激しい雨に打たれ続けて体が重い。息が上がって喉も心臓も焼け付くように痛んだけれど、それでも足だけはずっと止めることができなかった。
希が猫を飼っているところが川原のどの辺りか分からなかったので、私は川沿いに土手を走った。きっと、希はそこにいる。
川はもうすっかり水位を増していて、普段から見慣れている景色のはずなのに、今日だけはいつもと全然様子が違って見えた。
顔にかかる雨をぬぐいながら、濁流へと目を凝らした。けれどすぐに視界は雨に滲む。
体力が尽きかけると、気力もあっという間に失われる。気がつくと立ち止まりそうになる足を、そのたびに私は気力だけでなんとか前に動かし続けた。けれどその間隔も、徐々に短くなっていく。
……もう、ダメかもしれない。
諦めて、膝に手をついてしまいそうになったそのとき。
ふと、どこかから、声が聞こえたような気がした。
雨音にかき消されそうな微かな声に、私は耳を澄ませた。どんなに小さな声でも間違えるはずは無い。それは、間違いなく希の声だった。
私はふらふらと、その声に導かれるように歩く。
程なく、滲む視界の中に、希は見つかった。
やっぱり思った通り、希は猫の様子を見にきていたみたいだ。
希は荒れ狂う濁流の中、辛うじて流されずにいる折れた木に捕まって、猫を抱えながら大声で助けを呼んでいた。
そして、その頭の上には、死亡フラグ。
ある程度予想はしていたけれど、その光景にはどうしても動揺せざるを得なかった。
今にも川の流れに飲み込まれてしまいそうな、希のその姿を見て、私ははたと気づく。
これがフラグによるものなのだとしたら、それはなんて悪趣味な運命なのだろう。奇しくもそこは、あの事件があったところと同じ場所だった。
私の人生を劇的に変えた、三年前の事件。
私の脳裏に、あの日の忌まわしい記憶が蘇ってきた。降りしきる雨、増水した川、溺れている女の子。水、息が詰まる。身体を包み込む、冷たい暗闇。
……私の頭の上の死亡フラグ。
私はもう判っていた。これが、フラグの結果なんだろう。
私は今日、ここで死ぬ。
気がつくと、身体が止めようもなく震えていた。
雨に濡れたせいか身体は冷え切っていて、寒気が止まらなかった。それなのに何故か身体中から汗が吹き出て、それが余計に私を凍えさせた。膝ががくがく震えて、その場にへたり込んでしまいそうになるのを必死に押しとどめる。

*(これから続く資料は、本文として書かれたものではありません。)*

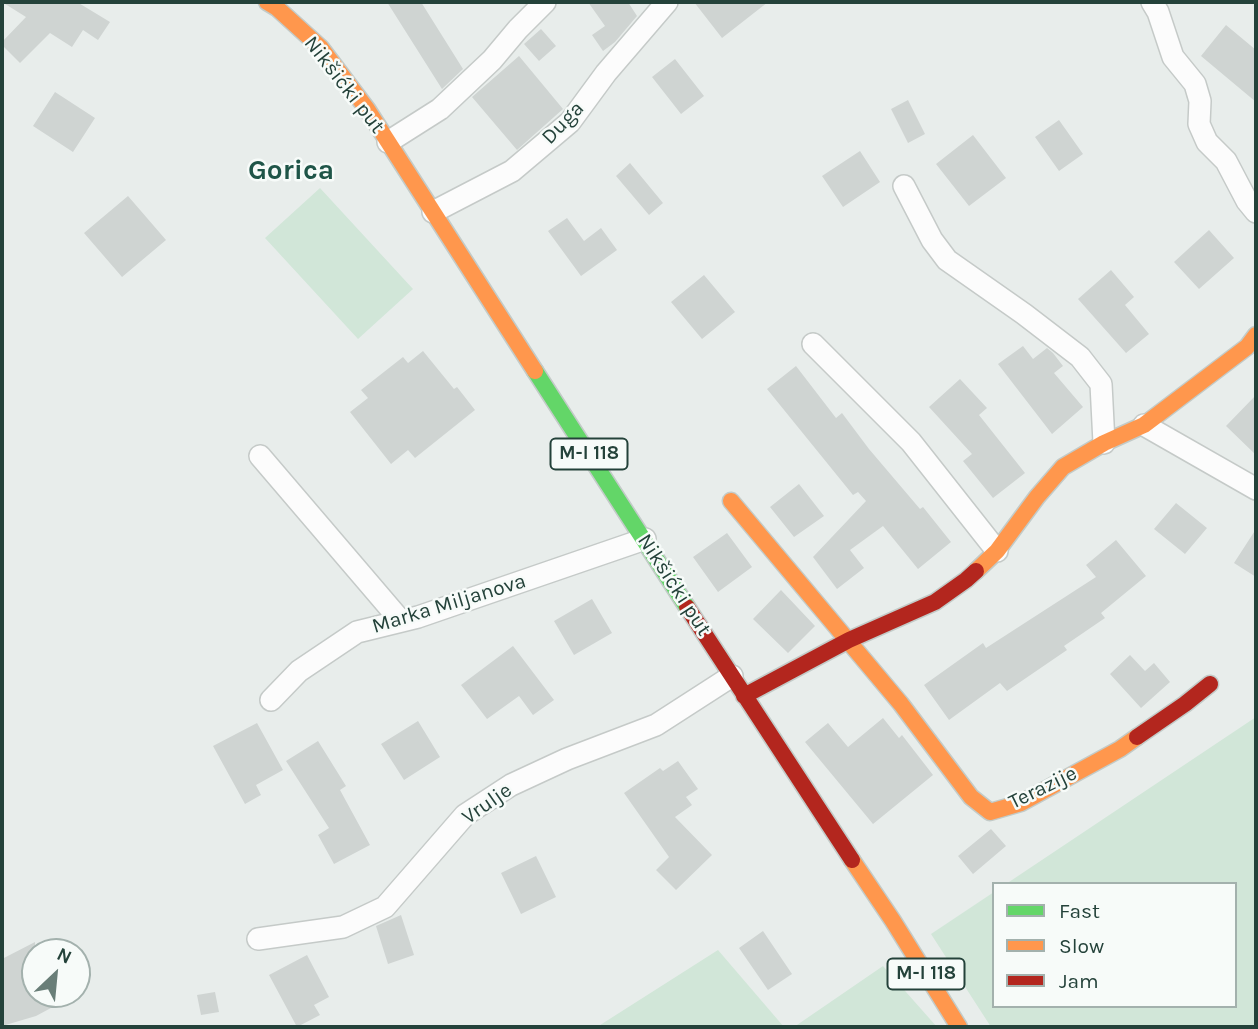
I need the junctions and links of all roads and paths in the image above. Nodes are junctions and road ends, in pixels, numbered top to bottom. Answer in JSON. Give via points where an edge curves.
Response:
{"nodes":[{"id":1,"x":545,"y":2,"type":"edge"},
{"id":2,"x":667,"y":2,"type":"edge"},
{"id":3,"x":1152,"y":2,"type":"edge"},
{"id":4,"x":275,"y":4,"type":"edge"},
{"id":5,"x":388,"y":142,"type":"junction"},
{"id":6,"x":904,"y":186,"type":"dead end"},
{"id":7,"x":433,"y":212,"type":"junction"},
{"id":8,"x":1256,"y":212,"type":"edge"},
{"id":9,"x":1256,"y":335,"type":"edge"},
{"id":10,"x":813,"y":344,"type":"dead end"},
{"id":11,"x":1144,"y":425,"type":"junction"},
{"id":12,"x":1104,"y":443,"type":"junction"},
{"id":13,"x":260,"y":456,"type":"dead end"},
{"id":14,"x":1256,"y":489,"type":"edge"},
{"id":15,"x":731,"y":501,"type":"dead end"},
{"id":16,"x":645,"y":539,"type":"junction"},
{"id":17,"x":997,"y":551,"type":"junction"},
{"id":18,"x":401,"y":621,"type":"junction"},
{"id":19,"x":849,"y":640,"type":"junction"},
{"id":20,"x":732,"y":676,"type":"junction"},
{"id":21,"x":1210,"y":684,"type":"dead end"},
{"id":22,"x":744,"y":696,"type":"junction"},
{"id":23,"x":271,"y":700,"type":"dead end"},
{"id":24,"x":258,"y":939,"type":"dead end"},
{"id":25,"x":960,"y":1027,"type":"edge"}],
"edges":[{"from":1,"to":5,"type":"street","name":"Nikšićki put","via":[[440,109]]},
{"from":2,"to":7,"type":"street","name":"Duga","via":[[570,122],[512,171]]},
{"from":3,"to":8,"type":"street","via":[[1173,57],[1195,84],[1199,124],[1207,142],[1226,161]]},
{"from":4,"to":5,"type":"street","name":"Nikšićki put","number":"M-I 118","via":[[321,48]]},
{"from":5,"to":7,"type":"street","name":"Nikšićki put","number":"M-I 118"},
{"from":6,"to":12,"type":"street","via":[[947,260],[1080,357],[1101,384]]},
{"from":7,"to":16,"type":"street","name":"Nikšićki put","number":"M-I 118"},
{"from":9,"to":11,"type":"street","via":[[1247,347]]},
{"from":10,"to":17,"type":"street","via":[[911,442]]},
{"from":11,"to":12,"type":"street"},
{"from":11,"to":14,"type":"street"},
{"from":12,"to":17,"type":"street","via":[[1063,467]]},
{"from":13,"to":18,"type":"street"},
{"from":15,"to":19,"type":"street","name":"Terazije"},
{"from":16,"to":18,"type":"street","name":"Marka Miljanova"},
{"from":16,"to":20,"type":"street","name":"Nikšićki put","number":"M-I 118"},
{"from":17,"to":19,"type":"street","via":[[934,602]]},
{"from":18,"to":23,"type":"street","name":"Marka Miljanova","via":[[357,632],[299,671]]},
{"from":19,"to":21,"type":"street","name":"Terazije","via":[[971,797],[990,813],[1021,803],[1119,749]]},
{"from":19,"to":22,"type":"street"},
{"from":20,"to":22,"type":"street","name":"Nikšićki put","number":"M-I 118"},
{"from":20,"to":24,"type":"street","name":"Vrulje","via":[[656,724],[511,785],[466,815],[385,907],[343,928]]},
{"from":22,"to":25,"type":"street","name":"Nikšićki put","number":"M-I 118"}]}
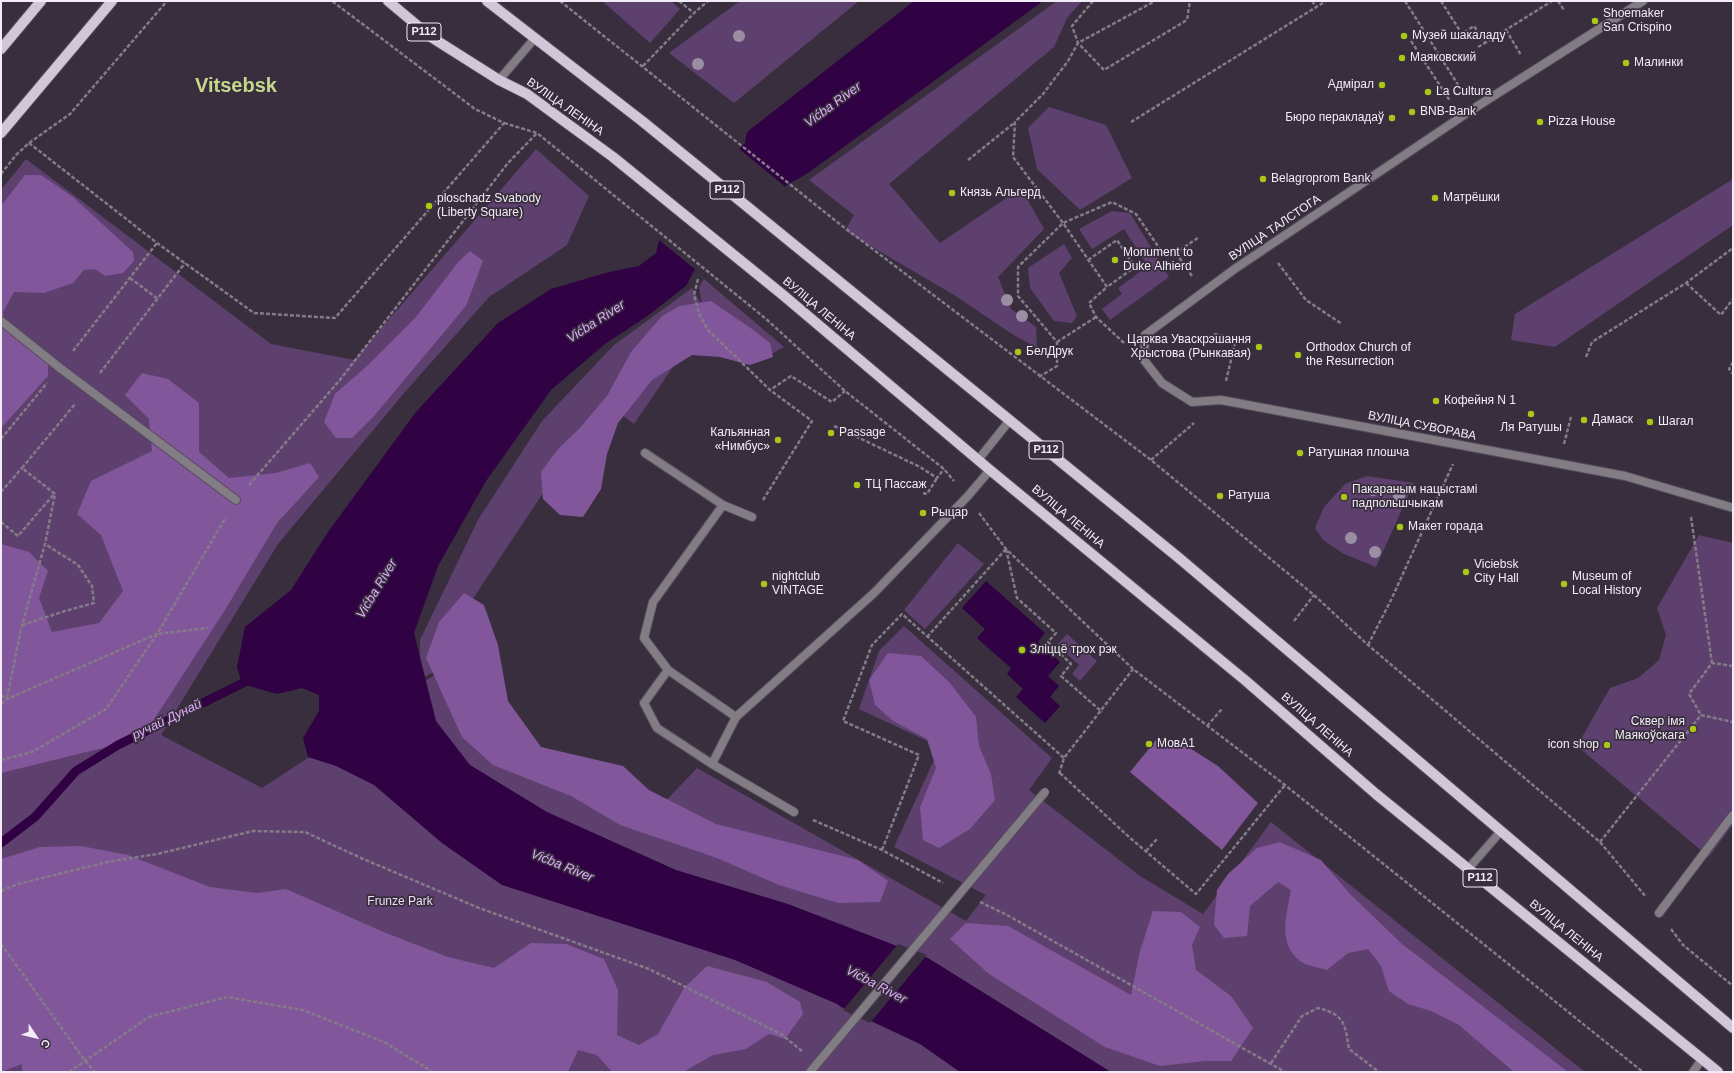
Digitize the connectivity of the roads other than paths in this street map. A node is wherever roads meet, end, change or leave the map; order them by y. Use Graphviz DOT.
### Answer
graph roads {
  1 [pos="41,1"];
  2 [pos="112,1"];
  3 [pos="388,1"];
  4 [pos="487,1"];
  5 [pos="1643,1"];
  6 [pos="535,38"];
  7 [pos="1,49"];
  8 [pos="499,80"];
  9 [pos="1,133"];
  10 [pos="1,321"];
  11 [pos="1144,360"];
  12 [pos="1010,420"];
  13 [pos="645,453"];
  14 [pos="978,460"];
  15 [pos="990,470"];
  16 [pos="236,500"];
  17 [pos="723,505"];
  18 [pos="1733,508"];
  19 [pos="752,517"];
  20 [pos="668,670"];
  21 [pos="736,717"];
  22 [pos="712,764"];
  23 [pos="1045,792"];
  24 [pos="794,812"];
  25 [pos="1733,815"];
  26 [pos="1501,831"];
  27 [pos="1468,869"];
  28 [pos="1659,913"];
  29 [pos="1732,1024"];
  30 [pos="1702,1059"];
  31 [pos="810,1072"];
  32 [pos="1693,1072"];
  33 [pos="1718,1072"];
  1 -- 7 [label="main road"];
  2 -- 9 [label="main road"];
  3 -- 8 [label="main road, ВУЛІЦА ЛЕНІНА / Р112"];
  4 -- 6 [label="main road, Р112"];
  5 -- 11 [label="street, ВУЛІЦА ТАЛСТОГА"];
  6 -- 8 [label="street"];
  6 -- 12 [label="main road, Р112"];
  8 -- 14 [label="main road, ВУЛІЦА ЛЕНІНА / Р112"];
  10 -- 16 [label="street"];
  11 -- 18 [label="street, ВУЛІЦА СУВОРАВА"];
  12 -- 14 [label="street"];
  12 -- 26 [label="main road, Р112"];
  13 -- 17 [label="street"];
  14 -- 15 [label="main road, ВУЛІЦА ЛЕНІНА / Р112"];
  15 -- 21 [label="street"];
  15 -- 27 [label="main road, ВУЛІЦА ЛЕНІНА / Р112"];
  17 -- 19 [label="street"];
  17 -- 20 [label="street"];
  20 -- 21 [label="street"];
  20 -- 22 [label="street"];
  21 -- 22 [label="street"];
  22 -- 24 [label="street"];
  23 -- 31 [label="street, bridge"];
  25 -- 28 [label="street"];
  26 -- 27 [label="street"];
  26 -- 29 [label="main road, Р112"];
  27 -- 30 [label="main road, ВУЛІЦА ЛЕНІНА / Р112"];
  30 -- 32 [label="street"];
  30 -- 33 [label="main road, ВУЛІЦА ЛЕНІНА / Р112"];
}
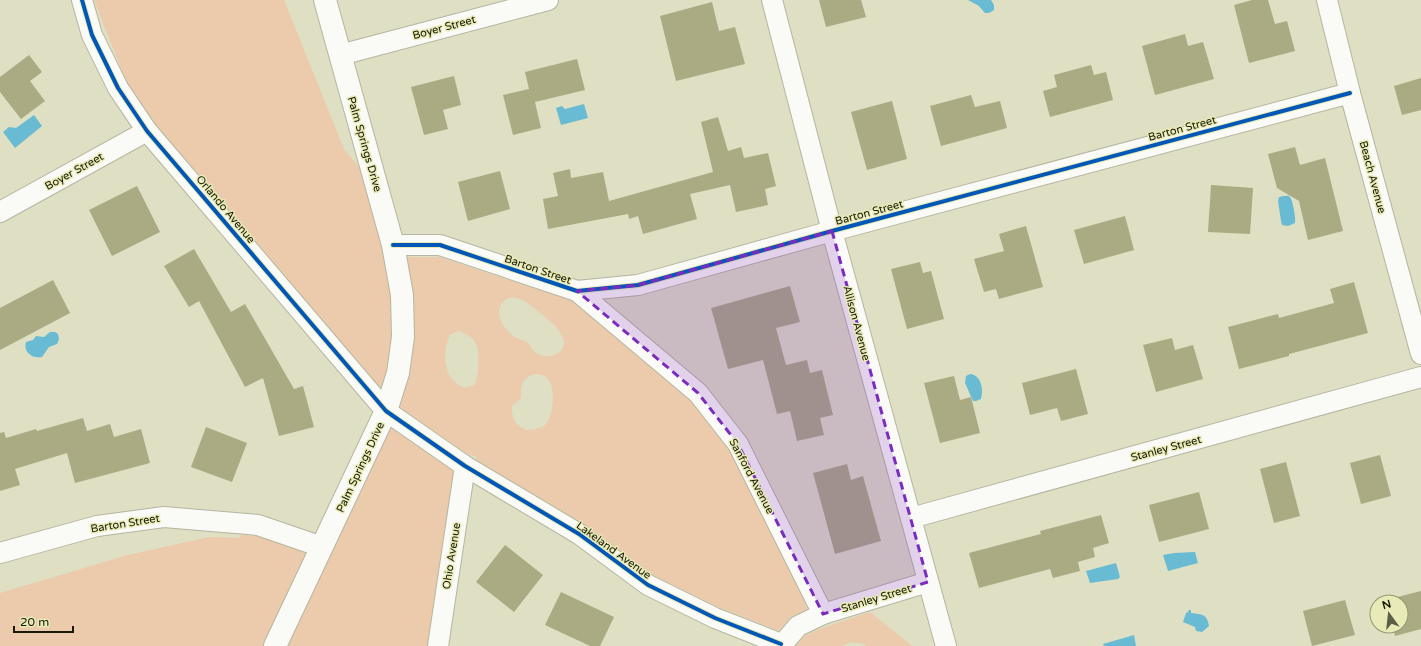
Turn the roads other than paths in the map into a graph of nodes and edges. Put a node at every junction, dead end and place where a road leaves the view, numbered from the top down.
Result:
1 (82, 0) edge
2 (325, 0) edge
3 (548, 0) edge
4 (772, 0) edge
5 (1326, 0) edge
6 (340, 55) junction
7 (1350, 93) junction
8 (147, 131) junction
9 (0, 212) edge
10 (832, 231) junction
11 (393, 245) junction
12 (577, 291) junction
13 (1421, 354) edge
14 (1421, 377) edge
15 (386, 411) junction
16 (465, 466) junction
17 (911, 518) junction
18 (322, 547) junction
19 (0, 553) edge
20 (928, 582) junction
21 (823, 614) junction
22 (781, 645) edge
23 (275, 646) edge
24 (438, 646) edge
25 (946, 646) edge

1 - 8 street, Orlando Avenue
2 - 6 street, Palm Springs Drive
3 - 6 street, Boyer Street
4 - 10 street, Allison Avenue
5 - 7 street, Beach Avenue
6 - 11 street, Palm Springs Drive
7 - 10 street, Barton Street
7 - 13 street, Beach Avenue
8 - 9 street, Boyer Street
8 - 15 street, Orlando Avenue
10 - 12 street, Barton Street
10 - 17 street, Allison Avenue
11 - 12 street, Barton Street
11 - 15 street, Palm Springs Drive
12 - 21 street, Sanford Avenue
14 - 17 street, Stanley Street
15 - 16 street, Lakeland Avenue
15 - 18 street, Palm Springs Drive
16 - 22 street, Lakeland Avenue
16 - 24 street, Ohio Avenue
17 - 20 street, Allison Avenue
18 - 19 street, Barton Street
18 - 23 street, Palm Springs Drive
20 - 21 street, Stanley Street
20 - 25 street, Allison Avenue
21 - 22 street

心臓が壊れたんじゃないかと思うくらい激しく鼓動を打っていた。視界がグルグル回って、上手く焦点が定まらない。ちゃんと地面に立っていられているのか、そんなことももう判らなかった。
世界から音が、色が、消えていく。
モノクロの世界の中で、溺れている希の姿だけが鮮やかに映った。
その姿にあの日の女の子が重なる。その残像が、今まさに波に飲まれ川底に飲み込まれようとしていた。
瞬間、私は唐突に理解した。
これは、分岐点だ。
目の前には枝分かれした二本の道。
後ろを振り返ると、私がこれまで歩んできた記録。これまでだって何度もあった、私が選んできた道のりと、選ばれなかったたくさんの選択肢たち。
もしあの日、女の子を助けなかったら……。
きっと私は望み通りに志望校に合格して、毎日勉強する。今よりもレベルの高い授業を受けていて、きっと偏差値もずっと高いはず。
でもそこには宮下も、竹本さんや佐々木さんもいない。
そんな、今まで何度も何度も考えた、あり得たかもしれない現在。
……今ここで希を助けたら、私は死ぬ。
根拠は無いけれど、それだけは信じないわけにはいかない。
それはつまり逆に、もしも希を助けなければ、きっと私は生きていられるということ。
今まで通り勉強をして、良い大学に入って、一流企業に就職する。そうして家族に恩返しをする。ずっと抱いてきた、私の目標。
けれどその家族の中に、希の姿は無い。
そんな、この先あり得るかもしれない、未来。
だからって私にはその選択肢を選ぶ事なんて、絶対に出来やしないんだ。だってこの分岐点にはもうとっくの昔にフラグが立ってしまっている。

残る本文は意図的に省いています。